Ancak son yıllarda bu tehdit iklim değişikliği nedeniyle artmış durumda
Sera etkisine yol açan karbondioksit miktarı yükseldikçe oluşan sıcaklığın büyük kısmı okyanuslar tarafından emiliyor. Bu da daha ılık suların daha az oksijen barındırmasına yol açıyor.
Bilim insanları 1960’la 2010 arasında okyanuslardaki oksijenin yüzde 2 oranında azaldığını hesapladı. Küresel ölçekteki bu oran az gibi gözükse de tropikal bölgelerde bu kayıp yüzde 40’lara kadar çıkabiliyor.
2100'DE BU ORAN YÜZDE 3-4 SEVİYESİNE ÇIKABİLİR
Uzmanlar bu eğilimin sürmesi halinde 2100 itibarıyla küresel ölçekte okyanuslardaki oksijen azalmasının yüzde 3-4 oranına çıkacağının altını çizdi.
Sadece küçük bir değişiklik bile sualtı yaşamını önemli ölçüde etkileyebiliyor. Daha az oksijenli suları deniz anaları gibi canlılar severken, ton balığı gibi daha büyük ve daha fazla enerji harcayan canlılar için bu durum iyi değil.
Araştırmacılar bu canlıların oksijen miktarının azalması nedeniyle bu oranın daha fazla olduğu daha sığ bölgelere doğru gittiğini ve bu yüzden aşırı avlanmanın hedefi olabileceklerini belirtti.
IUCN’den Minna Epps “Oksijen azalması hakkında bilgimiz vardı ancak bunun iklim değişikliyle ilgisinden haberdar değildik. Bu gerçekten endişe verici” dedi.
Epps “Son 50 yılda oksijen düşüşü sadece 4 katına çıkmadı aynı zamanda emisyonlar hakkındaki en iyi senaryoya göre bile okyanuslardaki oksijen azalmaya devam edecek” dedi.

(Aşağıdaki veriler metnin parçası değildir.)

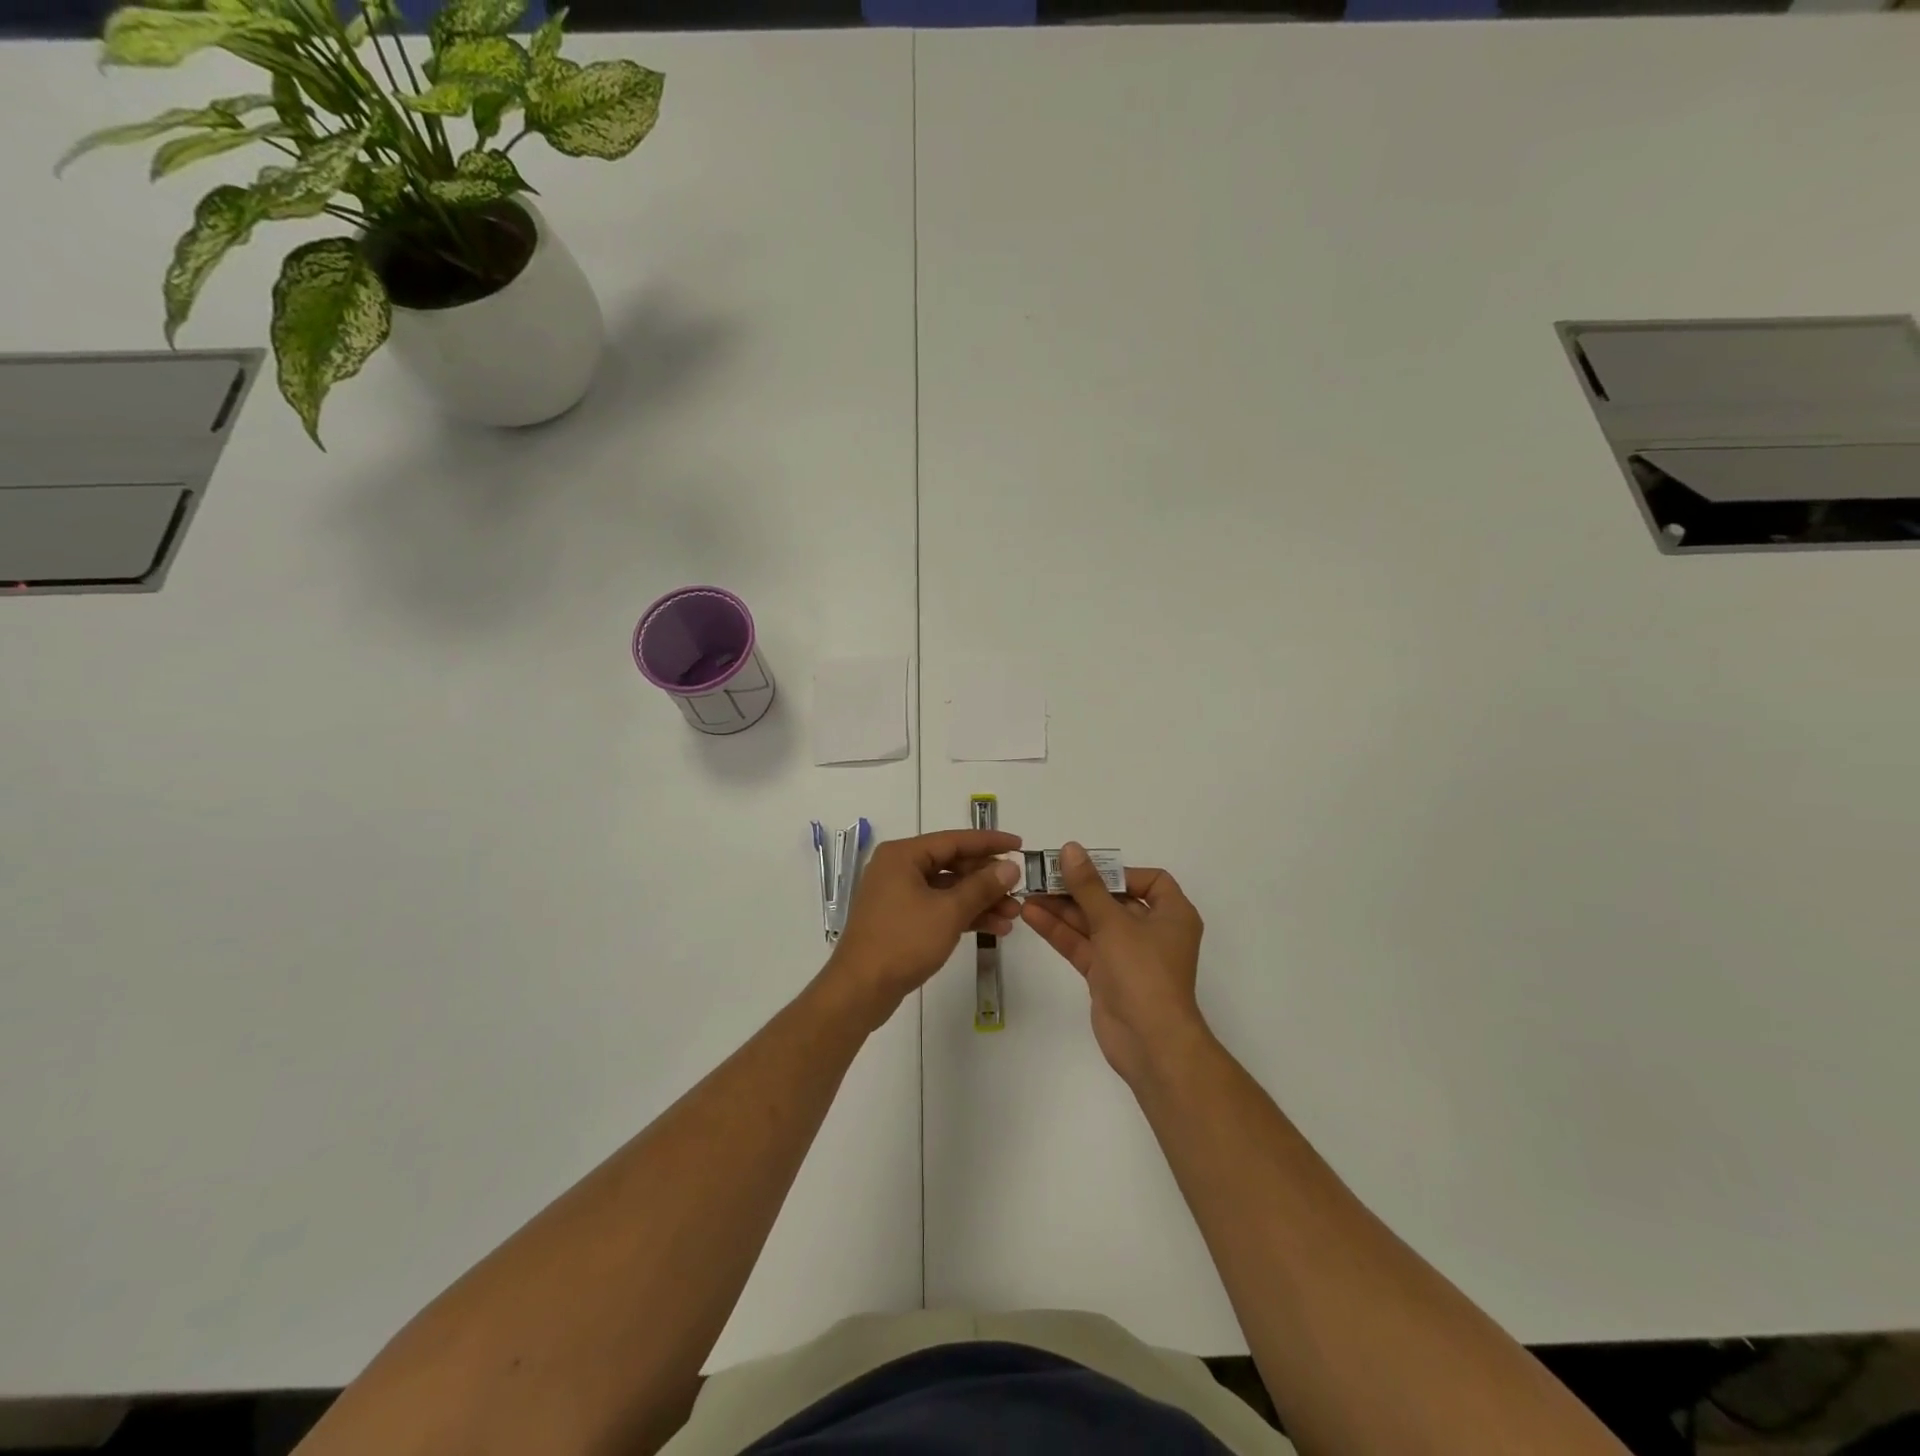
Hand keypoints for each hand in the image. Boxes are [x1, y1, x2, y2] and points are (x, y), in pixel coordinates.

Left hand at [826, 829, 1022, 1020]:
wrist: (860, 990)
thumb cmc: (903, 942)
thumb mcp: (949, 912)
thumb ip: (982, 886)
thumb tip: (1011, 867)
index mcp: (903, 855)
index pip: (954, 840)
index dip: (989, 842)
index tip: (1020, 846)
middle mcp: (898, 868)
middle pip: (952, 864)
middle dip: (987, 879)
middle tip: (1018, 889)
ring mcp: (898, 895)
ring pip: (948, 889)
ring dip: (980, 900)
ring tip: (1014, 915)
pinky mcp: (901, 920)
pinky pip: (938, 908)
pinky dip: (963, 915)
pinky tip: (994, 928)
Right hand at [1021, 843, 1209, 1085]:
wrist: (1150, 1043)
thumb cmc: (1143, 972)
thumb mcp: (1114, 922)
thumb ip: (1087, 886)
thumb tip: (1070, 849)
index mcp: (1172, 914)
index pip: (1150, 881)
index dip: (1119, 872)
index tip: (1087, 870)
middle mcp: (1152, 932)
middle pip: (1113, 900)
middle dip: (1078, 889)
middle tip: (1043, 875)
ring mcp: (1128, 956)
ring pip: (1092, 923)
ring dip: (1062, 909)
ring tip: (1027, 892)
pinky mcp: (1106, 976)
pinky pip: (1082, 945)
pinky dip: (1060, 932)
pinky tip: (1031, 915)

IUCN raporunun editörlerinden Dan Laffoley de "Okyanuslardaki oksijen azalması, ısınma ve asitleşme nedeniyle halihazırda baskı altındaki deniz yaşamı ekosistemini tehdit ediyor. Oksijenin az olduğu bölgelerin yayılmasını önlemek için sera gazı emisyonlarını, tarım ve diğer kaynaklardan gelen kirliliği kesinlikle durdurmalıyız" ifadelerini kullandı.
YÜZ MİLYONLARCA İNSAN DA TEHDİT ALTINDA
Oksijenin azalması insanları da tehdit ediyor. Dünyadaki balıkçılığın sürmesini sağlayan canlı topluluklarının yaklaşık beşte biri okyanus akıntılarının az oksijenli suları kıyıya getirmesiyle oluşuyor.
Bu bölgeler oksijen seviyelerindeki en ufak değişikliğe karşı özellikle hassas. IUCN yaptığı açıklamada "Buralardaki etkiler nihayetinde yayılacak ve yüz milyonlarca kişiyi etkileyecek."
Okyanus yaşamı halihazırda sıcaklık artışı, aşırı avlanma ve plastik kirliliği nedeniyle tehdit altında.
Dünya Meteoroloji Örgütü bu hafta yaptığı bir açıklamada insan kaynaklı emisyonların fazlalaşması nedeniyle okyanusların Endüstri Devrimi öncesi döneme kıyasla yüzde 26 oranında daha asidik olduğunu ilan etmişti.